** Task prompt **
This exercise needs all of the entries set down again, exactly as they read.

** Records to process **
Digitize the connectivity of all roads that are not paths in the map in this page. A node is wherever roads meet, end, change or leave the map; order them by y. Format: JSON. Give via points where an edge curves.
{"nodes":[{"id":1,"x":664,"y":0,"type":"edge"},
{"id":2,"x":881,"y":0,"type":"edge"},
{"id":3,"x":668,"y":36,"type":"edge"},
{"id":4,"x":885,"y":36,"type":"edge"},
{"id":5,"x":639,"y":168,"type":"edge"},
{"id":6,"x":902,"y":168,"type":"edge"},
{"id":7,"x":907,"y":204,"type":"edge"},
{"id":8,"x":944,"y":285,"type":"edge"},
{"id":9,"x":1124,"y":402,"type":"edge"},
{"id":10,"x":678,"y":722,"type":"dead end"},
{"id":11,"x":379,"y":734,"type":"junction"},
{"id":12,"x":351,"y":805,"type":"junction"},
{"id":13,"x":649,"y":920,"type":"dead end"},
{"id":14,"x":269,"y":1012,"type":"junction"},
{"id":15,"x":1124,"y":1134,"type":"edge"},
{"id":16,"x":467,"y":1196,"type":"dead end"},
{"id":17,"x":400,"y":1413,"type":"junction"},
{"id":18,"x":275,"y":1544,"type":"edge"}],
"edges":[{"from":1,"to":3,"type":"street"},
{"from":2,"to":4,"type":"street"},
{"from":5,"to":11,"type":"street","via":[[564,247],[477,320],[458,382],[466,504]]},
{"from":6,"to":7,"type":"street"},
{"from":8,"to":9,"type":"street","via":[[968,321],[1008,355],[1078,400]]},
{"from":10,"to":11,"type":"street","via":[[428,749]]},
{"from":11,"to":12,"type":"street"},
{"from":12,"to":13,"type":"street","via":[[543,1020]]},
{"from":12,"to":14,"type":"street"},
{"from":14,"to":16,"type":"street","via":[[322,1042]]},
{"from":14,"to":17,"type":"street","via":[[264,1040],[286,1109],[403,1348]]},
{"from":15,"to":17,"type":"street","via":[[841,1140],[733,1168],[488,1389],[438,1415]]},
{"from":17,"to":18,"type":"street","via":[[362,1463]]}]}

** Answer **
Digitize the connectivity of all roads that are not paths in the map in this page. A node is wherever roads meet, end, change or leave the map; order them by y. Format: JSON. Give via points where an edge curves.
{"nodes":[{"id":1,"x":664,"y":0,"type":"edge"},
{"id":2,"x":881,"y":0,"type":"edge"},
{"id":3,"x":668,"y":36,"type":"edge"},
{"id":4,"x":885,"y":36,"type":"edge"},
{"id":5,"x":639,"y":168,"type":"edge"},
{"id":6,"x":902,"y":168,"type":"edge"},
{"id":7,"x":907,"y":204,"type":"edge"},
{"id":8,"x":944,"y":285,"type":"edge"},
{"id":9,"x":1124,"y":402,"type":"edge"},
{"id":10,"x":678,"y":722,"type":"dead end"},
{"id":11,"x":379,"y":734,"type":"junction"},
{"id":12,"x":351,"y":805,"type":"junction"},
{"id":13,"x":649,"y":920,"type":"dead end"},
{"id":14,"x":269,"y":1012,"type":"junction"},
{"id":15,"x":1124,"y":1134,"type":"edge"},
{"id":16,"x":467,"y":1196,"type":"dead end"},
{"id":17,"x":400,"y":1413,"type":"junction"},
{"id":18,"x":275,"y":1544,"type":"edge"}],
"edges":[{"from":1,"to":3,"type":"street"},
{"from":2,"to":4,"type":"street"},
{"from":5,"to":11,"type":"street","via":[[564,247],[477,320],[458,382],[466,504]]},
{"from":6,"to":7,"type":"street"},
{"from":8,"to":9,"type":"street","via":[[968,321],[1008,355],[1078,400]]},
{"from":10,"to":11,"type":"street","via":[[428,749]]},
{"from":11,"to":12,"type":"street"},
{"from":12,"to":13,"type":"street","via":[[543,1020]]},
{"from":12,"to":14,"type":"street"},
{"from":14,"to":16,"type":"street","via":[[322,1042]]},
{"from":14,"to":17,"type":"street","via":[[264,1040],[286,1109],[403,1348]]},
{"from":15,"to":17,"type":"street","via":[[841,1140],[733,1168],[488,1389],[438,1415]]},
{"from":17,"to":18,"type":"street","via":[[362,1463]]}]}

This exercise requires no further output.